REPUBLIKA.CO.ID, JAKARTA -- Besaran tarif merupakan salah satu komponen penting agar wisatawan domestik dan mancanegara tertarik berkunjung ke tempat-tempat wisata alam Indonesia.
Menteri Pariwisata Arief Yahya sampai saat ini masih menemukan penentuan tarif yang terlalu besar dan tidak transparan. Sehingga, wisatawan pun merasa enggan untuk datang karena khawatir dirugikan.
"Tarif berwisata kerap tidak jelas, pelayanan macam ini yang paling banyak dikeluhkan," kata dia pada acara penandatanganan MoU Pengembangan Pariwisata Alam dengan Kementerian Lingkungan Hidup dan Kehutanan (KLHK) di Auditorium Soedjarwo Gedung Manggala Wanabhakti pada Selasa (27/10).
Jika tarif langganan mahal di luar batas wajar, lanjut dia, jangan harap pariwisata Indonesia akan laku. Tarif harus jelas dan transparan berbasis IT dan komputerisasi. Inilah yang harus dibenahi agar target wisatawan mancanegara dan domestik meningkat di sektor pariwisata alam. Di samping itu, nilai tambah harus diperhatikan dimulai dari mengunggulkan branding.
KLHK dan Kemenpar melakukan nota kesepahaman untuk menata sektor pariwisata alam dan kehutanan. Salah satu fokus di antaranya pengembangan pariwisata Taman Nasional Gunung Gede Pangrango (TNGGP) melalui proyek "Lido Integrated Resort and Theme Park". Pengembangan melibatkan Direktorat Jenderal Konservasi Sumber Daya Alam dan Ekosiatem KLHK, Balai Besar TNGGP, PT MNC melalui unit usahanya PT Lido Nirwana Parahyangan.
Melalui proyek, akan dilakukan perencanaan pengembangan wisata alam terintegrasi, peningkatan kualitas produk, sarana prasarana wisata alam serta peningkatan promosi taman nasional. Tujuannya untuk memenuhi kebutuhan wisatawan lokal, regional maupun internasional sehingga dapat meningkatkan pendapatan daerah khususnya pengembangan obyek wisata alam di wilayah Kabupaten Bogor dan Kabupaten Sukabumi.
Direktur Jenderal Konservasi Sumber Daya Alam Hayati dan Ekosistem (KSDAE) Kementerian Lingkungan Hidup dan Kehutanan (KLHK) Tachrir Fatoni lantas memaparkan empat strategi yang harus ditempuh jika benar-benar ingin menjadikan hutan sebagai pariwisata alam unggulan.
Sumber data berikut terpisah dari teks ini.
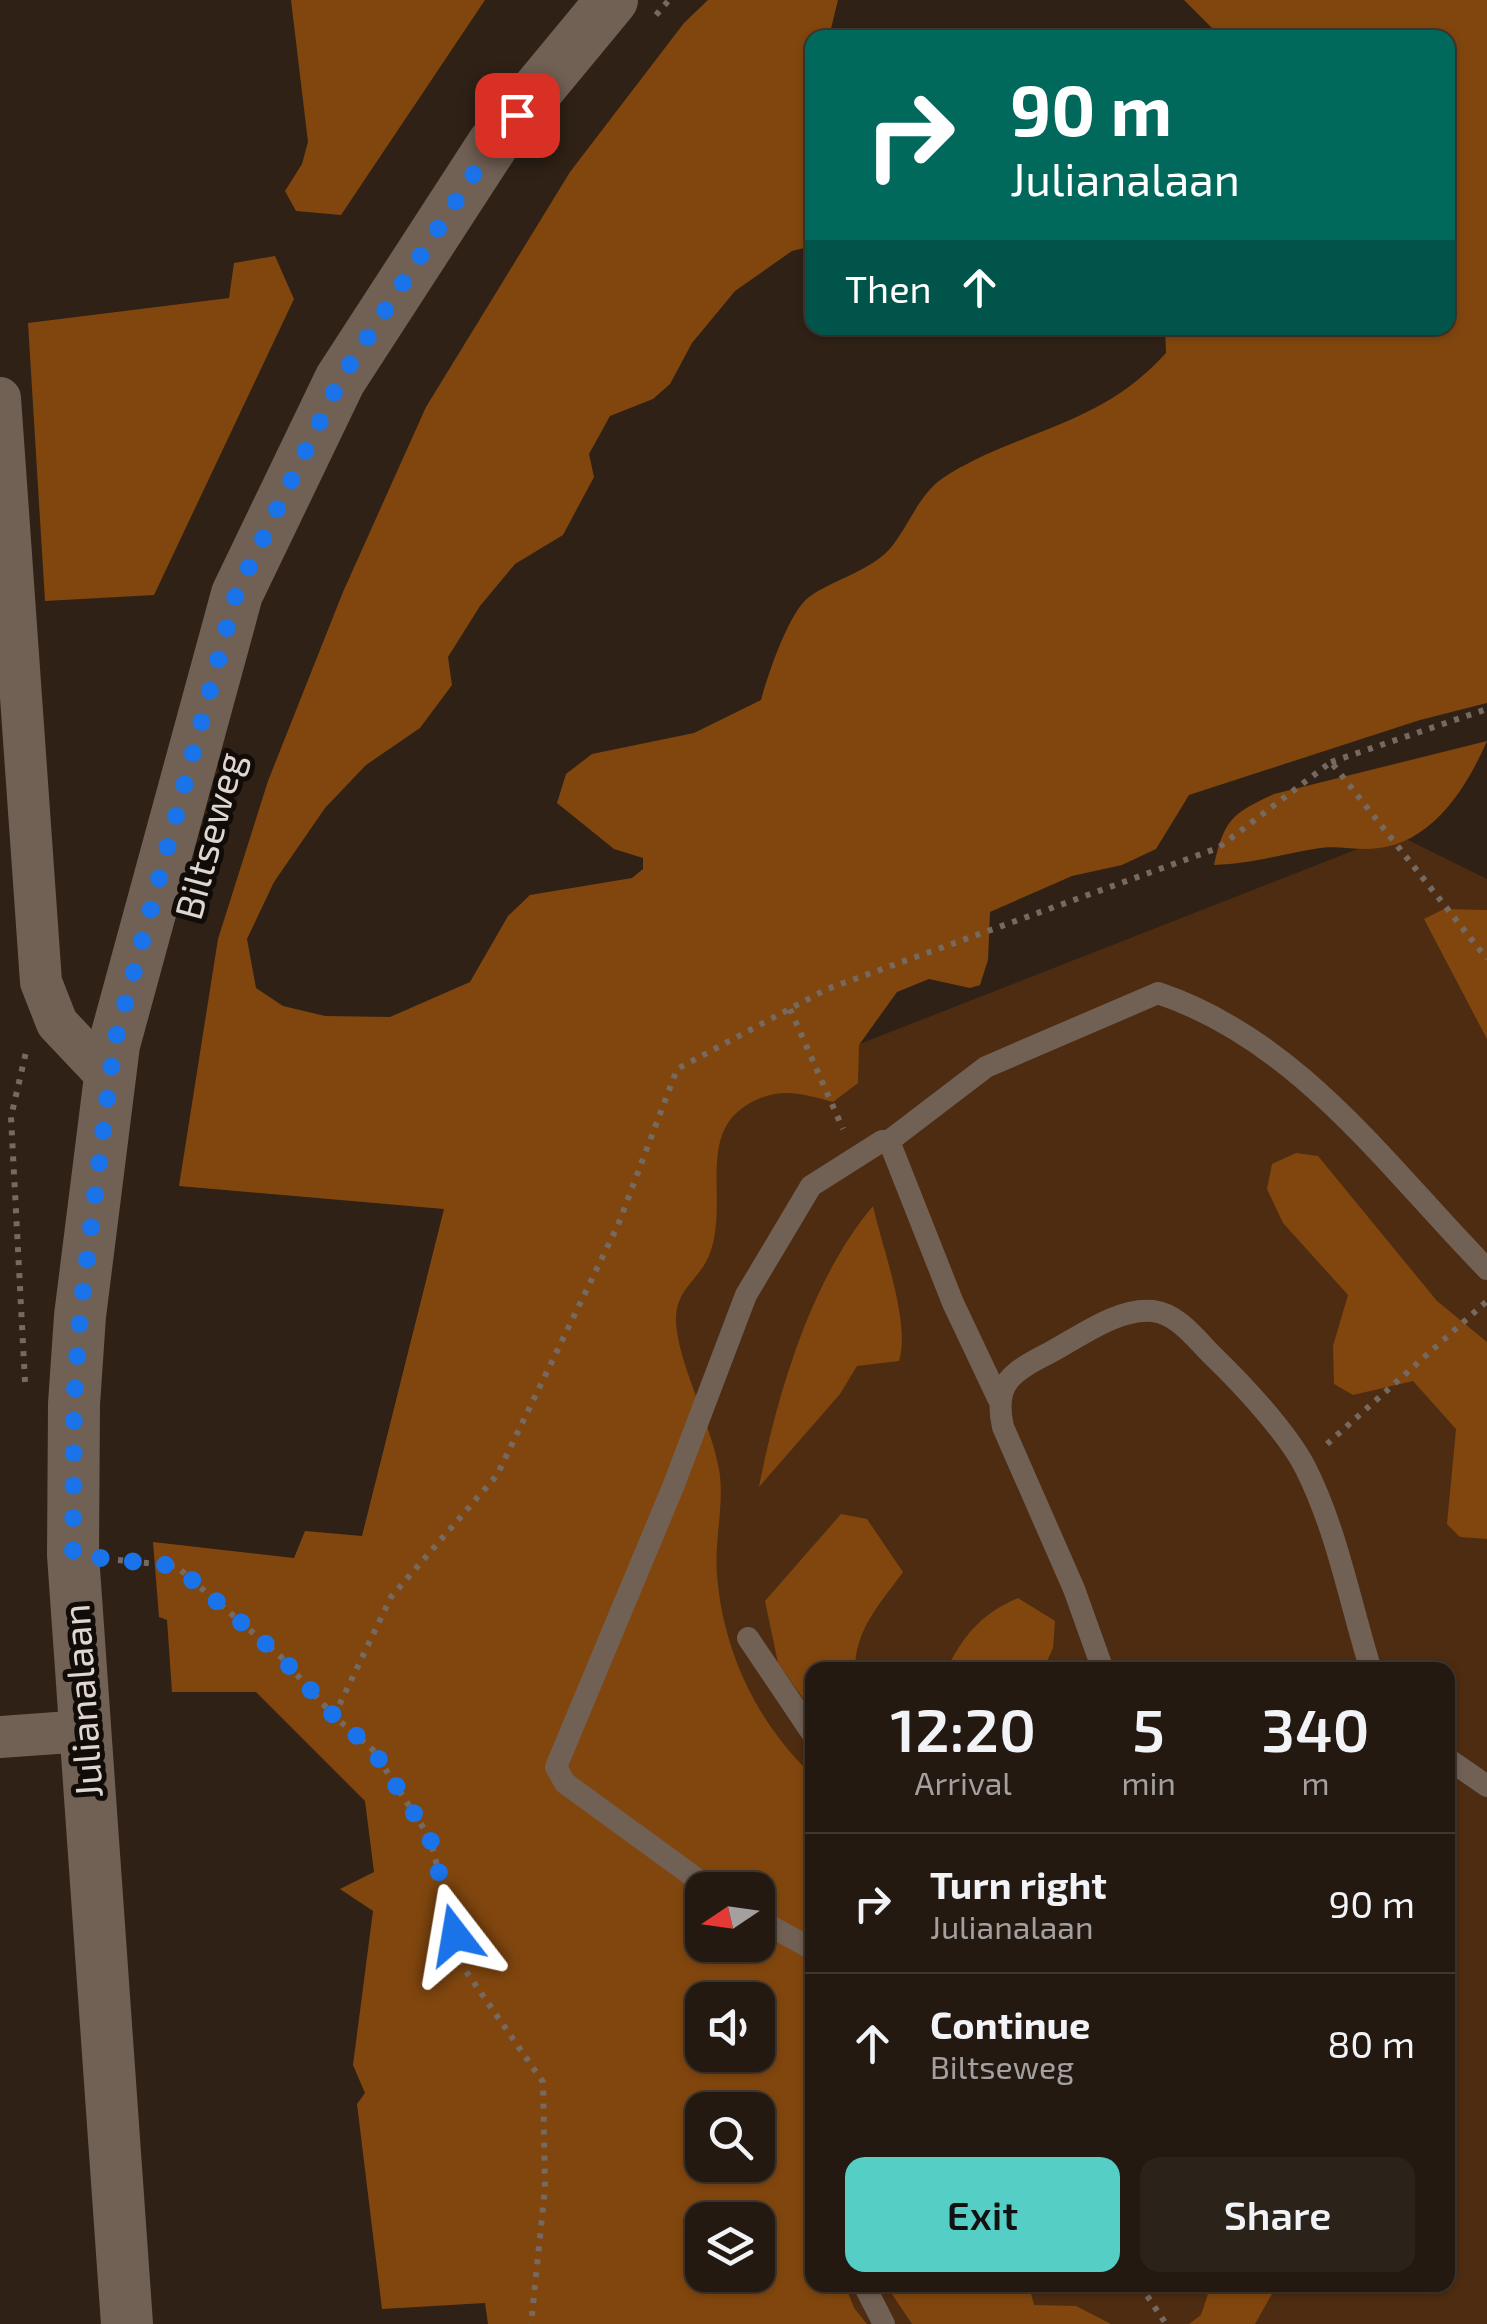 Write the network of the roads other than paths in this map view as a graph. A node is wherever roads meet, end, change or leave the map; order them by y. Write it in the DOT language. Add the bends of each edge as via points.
graph roads {
  1 [pos="627,15"];
  2 [pos="0,398"];
  3 [pos="109,1078"];
  4 [pos="889,1141"];
  5 [pos="1487,1270"];
  6 [pos="998,1398"];
  7 [pos="748,1638"];
  8 [pos="1099,1662"];
  9 [pos="1369,1662"];
  10 [pos="805,1723"];
  11 [pos="84,1731"];
  12 [pos="0,1736"];
  13 [pos="1455,1764"];
  14 [pos="1487,1786"];
  15 [pos="687,1872"];
  16 [pos="775,1928"];
  17 [pos="805,1945"];
  18 [pos="868,2292"];
  19 [pos="127,2324"];
  20 [pos="884,2324"];
  1 -- 3 [label="street, Biltseweg" via="493,144 340,380 236,594"];
  2 -- 3 [label="street" via="41,982 58,1023"];
  3 -- 11 [label="street, Julianalaan" via="74,1404 73,1555"];
  4 -- 5 [label="lane" via="986,1067 1158,993 1203,1008 1284,1060 1374,1144"];
  4 -- 6 [label="lane" via="952,1304"];
  4 -- 15 [label="lane" via="811,1186 746,1295 556,1768 565,1783"];
  6 -- 8 [label="lane" via="1002,1426"];
  6 -- 9 [label="lane" via="1006,1382 1040,1357 1126,1314 1158,1312 1178,1321 1304,1464"];
  7 -- 10 [label="lane"];
  11 -- 12 [label="street"];
  11 -- 19 [label="street, Julianalaan"];
  13 -- 14 [label="lane"];
  16 -- 17 [label="lane"];
  18 -- 20 [label="lane"];
} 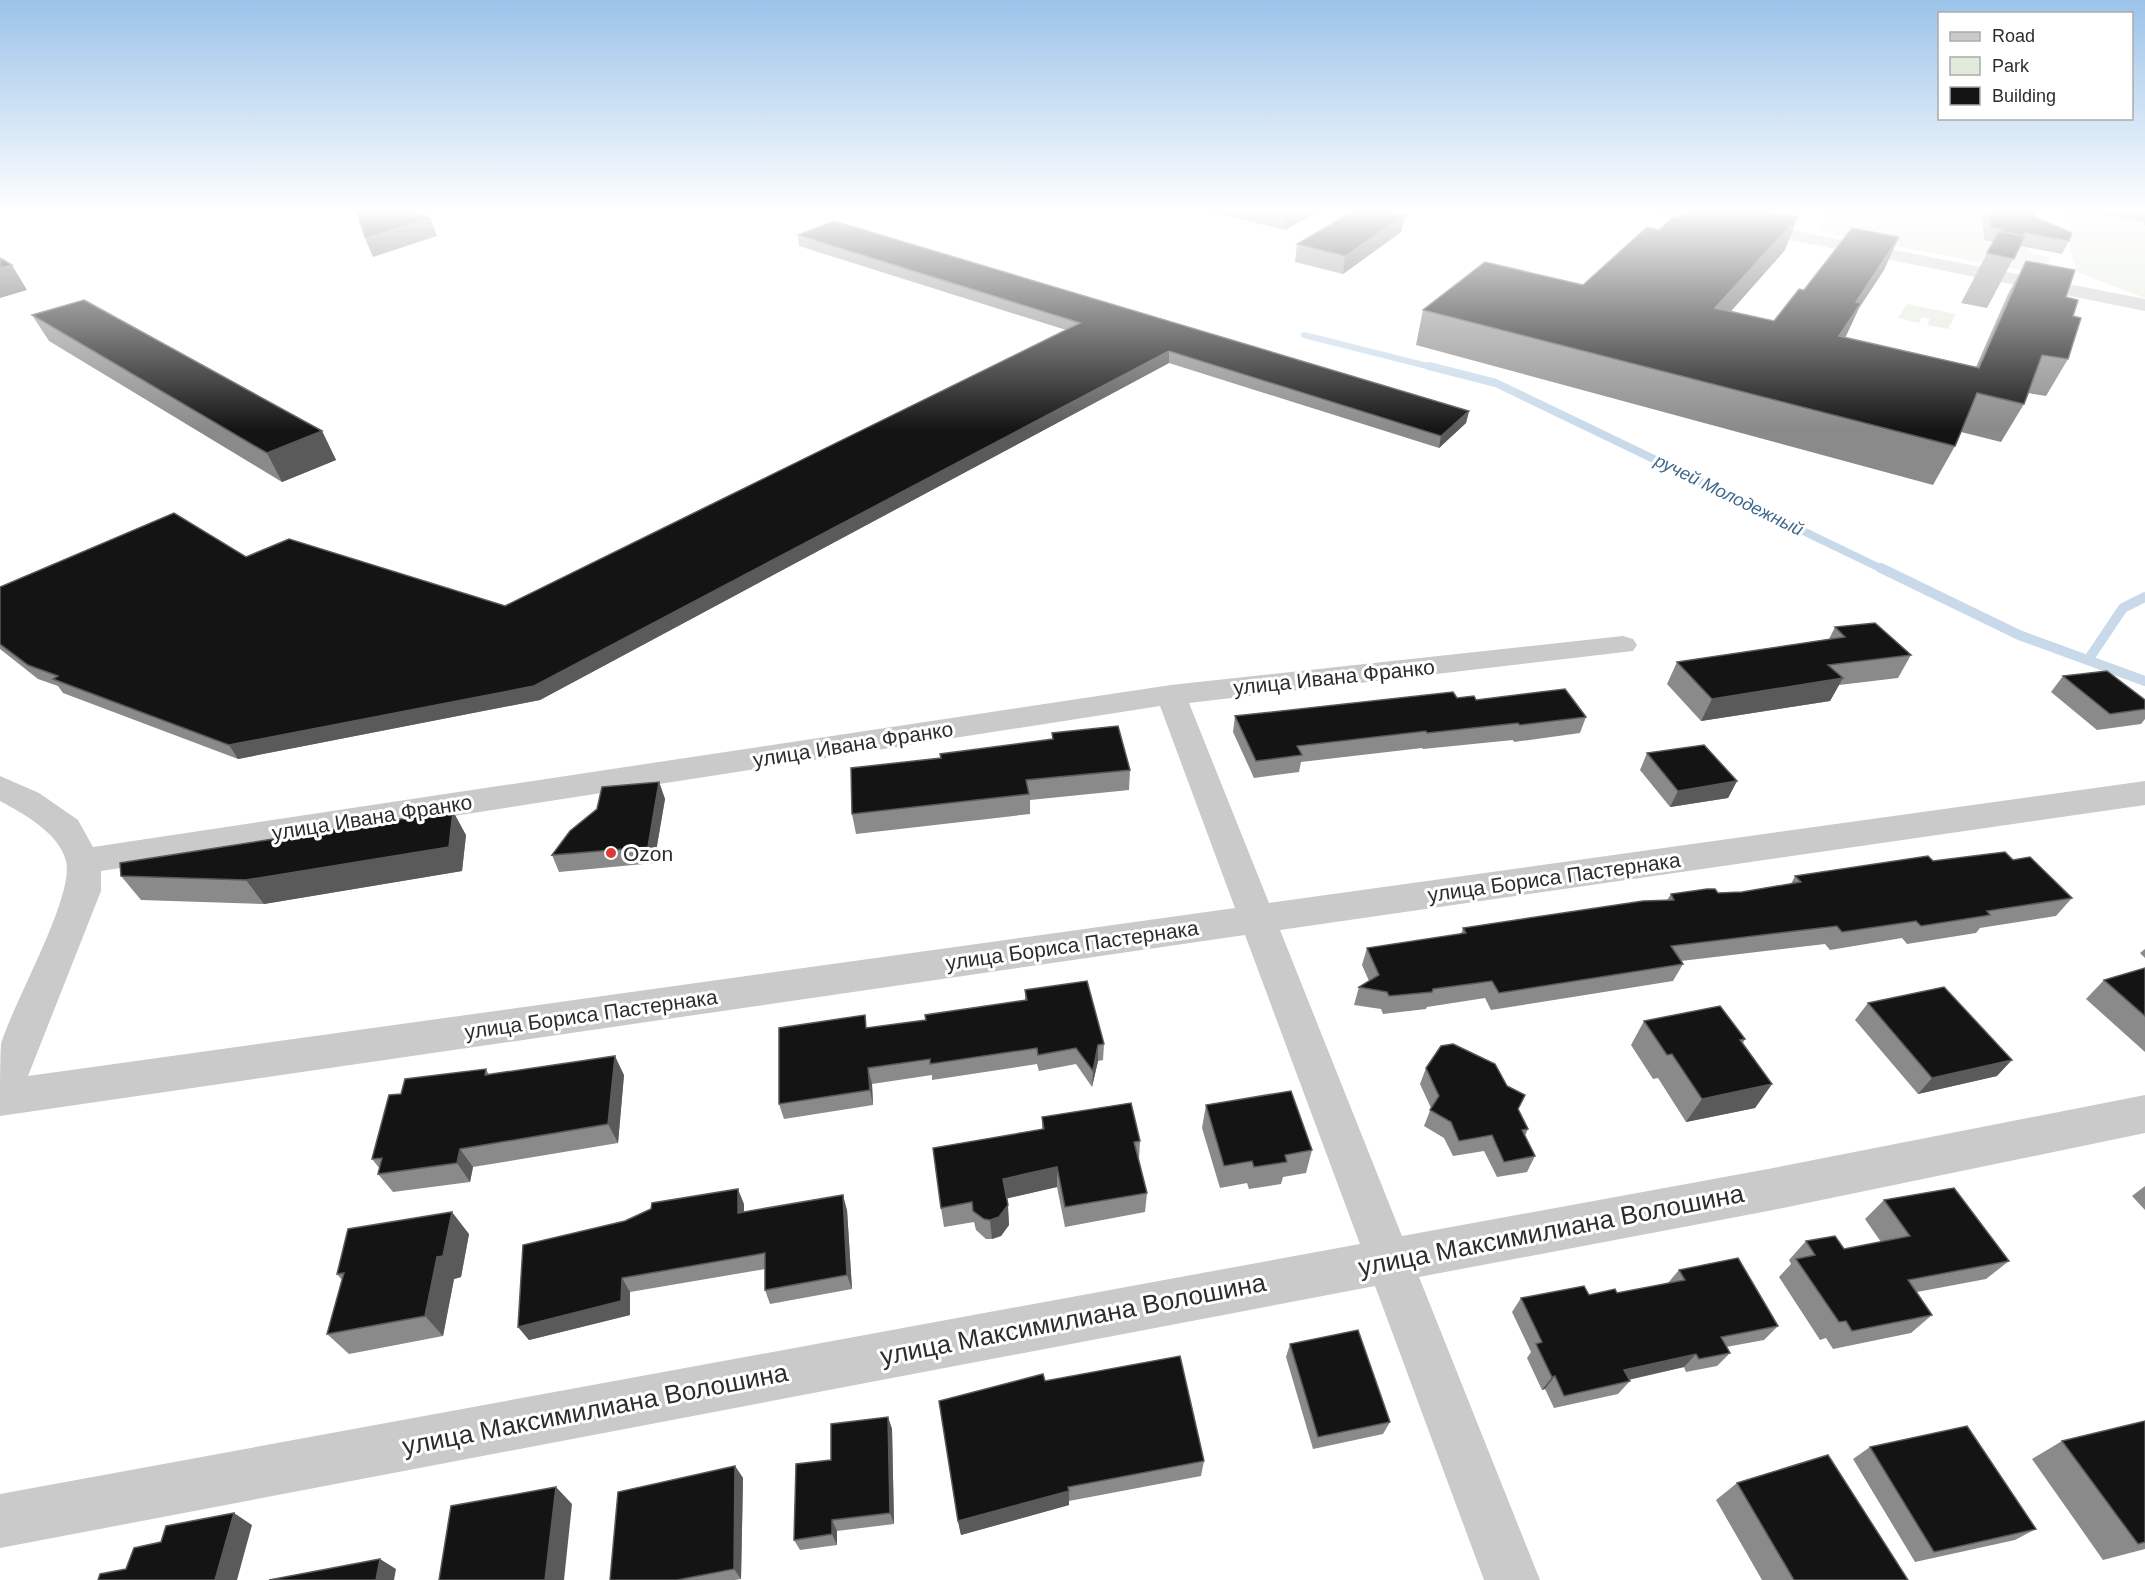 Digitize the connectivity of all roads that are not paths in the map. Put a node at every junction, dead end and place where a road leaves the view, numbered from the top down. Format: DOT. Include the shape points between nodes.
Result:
graph roads {
  1 [pos="2034,283"];
  2 [pos="2145,305"];
  3 [pos="1623,645"];
  4 [pos="1172,695"];
  5 [pos="0,787"];
  6 [pos="2145,793"];
  7 [pos="84,861"];
  8 [pos="1257,919"];
  9 [pos="0,1097"];
  10 [pos="2145,1114"];
  11 [pos="1389,1260"];
  12 [pos="0,1521"];
  13 [pos="1512,1580"];
  1 -- 2 [label="street"];
  3 -- 4 [label="street, улица Ивана Франко"];
  4 -- 7 [label="street, улица Ивана Франко"];
  4 -- 8 [label="street"];
  5 -- 7 [label="street" via="66,829"];
  6 -- 8 [label="street, улица Бориса Пастернака"];
  7 -- 9 [label="street" via="83,891"];
  8 -- 9 [label="street, улица Бориса Пастернака"];
  8 -- 11 [label="street"];
  10 -- 11 [label="street, улица Максимилиана Волошина" via="1757,1192"];
  11 -- 12 [label="street, улица Максимилиана Волошина"];
  11 -- 13 [label="street"];
}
Di antaranya perlu dilakukan penguatan terhadap high end based destination guna memwroleh efek ganda yang lebih tinggi dengan menawarkan pelayanan, kenyamanan dan kemewahan kepada pengunjung dengan tetap mengedepankan konservasi.
"Termasuk tarif, kita sudah ada pedomannya, tapi ke depan akan dikaji lagi agar seauai dengan kemampuan wisatawan, serta tetap bisa memberi nilai tambah untuk ekonomi masyarakat setempat," kata dia. Revisi akan segera dimulai setelah dilakukan penandatanganan MoU.
Langkah selanjutnya, perlu dilakukan pengembangan konektivitas berbagai lokasi destinasi wisata alam yang ada dalam klaster terbatas. Langkah tersebut guna menjawab kebutuhan wisatawan dalam menjangkau akses ke dari satu lokasi wisata alam ke lokasi wisata yang lain. Itu semua harus didukung dengan peningkatan infrastruktur maupun kemudahan aksesibilitasnya.
Tachrir mengamini pula soal pentingnya branding untuk mengkatrol nilai tambah. Di mana, taman nasional dapat dikemas sesuai segmen pasar yang ingin digarap.
"Ia juga bisa diintegrasikan ke dalam kawasan strategis nasional dan kawasan strategis pariwisata nasional," katanya.
Ia melanjutkan, langkah yang terpenting selanjutnya yakni mewujudkan 3P alias Public Private Partnership. Posisi pemerintah sebagai penentu kebijakan pengembangan, sedangkan swasta dan investor bertugas membangun sarana prasarana berstandar internasional.
Di sisi lain, masyarakat lokal dapat berperan di sektor eko-edukasi melalui jasa interpretasi dan pemanduan dalam pengembangan usaha jasa wisata alam. Masyarakat, lanjut dia, juga diperkenankan membangun homestay dan memasarkan souvenir melalui penataan ruang dan penataan sikap yang pro konservasi.